The Department of Health has launched the Salt Reduction Scheme for School Lunches for the 2017-18 school year.


Thirteen food suppliers will provide reduced-salt lunches to 440 primary schools.


They will offer 280 lunch options with an average sodium reduction of 9%.


Recipes will be submitted to the department for sodium level checks.


Assistant Director of Health (Health Promotion) Dr Anne Fung said excessive intake of sodium can cause hypertension, a major cause of cardiovascular diseases and stroke.


"The rate of referral of primary and secondary students with suspected hypertension for further management increased from 0.4% in 2011-12 to 0.8% in 2015-16.


"Such statistics show it is important to support our children to develop healthy eating habits to prevent the development of non-communicable diseases such as hypertension."

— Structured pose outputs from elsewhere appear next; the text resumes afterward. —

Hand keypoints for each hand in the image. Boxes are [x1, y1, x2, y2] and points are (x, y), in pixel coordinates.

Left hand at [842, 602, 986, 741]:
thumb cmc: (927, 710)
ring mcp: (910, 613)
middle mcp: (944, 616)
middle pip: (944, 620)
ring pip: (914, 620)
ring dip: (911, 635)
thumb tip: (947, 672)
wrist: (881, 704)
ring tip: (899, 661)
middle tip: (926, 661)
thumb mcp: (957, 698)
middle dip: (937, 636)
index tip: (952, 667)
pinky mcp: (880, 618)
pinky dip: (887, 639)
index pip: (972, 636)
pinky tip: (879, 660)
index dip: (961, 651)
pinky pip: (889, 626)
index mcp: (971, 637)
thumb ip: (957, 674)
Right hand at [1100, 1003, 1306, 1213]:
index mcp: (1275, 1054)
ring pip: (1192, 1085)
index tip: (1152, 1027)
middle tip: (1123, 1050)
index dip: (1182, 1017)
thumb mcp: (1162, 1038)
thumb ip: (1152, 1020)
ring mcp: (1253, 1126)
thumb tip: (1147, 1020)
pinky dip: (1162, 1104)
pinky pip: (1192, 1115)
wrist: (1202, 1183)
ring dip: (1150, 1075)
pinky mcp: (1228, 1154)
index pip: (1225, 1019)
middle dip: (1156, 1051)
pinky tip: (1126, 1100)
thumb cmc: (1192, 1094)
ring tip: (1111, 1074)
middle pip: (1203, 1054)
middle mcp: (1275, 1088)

She said she hopes the scheme will gradually lower the sodium level of school lunches by up to 10% each year, with a 10-year target of the average sodium level in primary school lunchboxes being less than 500mg.


Dr Fung called on parents to help with the Government's nutritional drive by reducing sodium in food made at home.


She added the department and the Centre for Food Safety will launch the Nutrient Testing of School Lunches in Primary Schools in Hong Kong scheme next year and collect random lunch samples from all local primary schools to examine their levels of energy, sodium and other nutrients.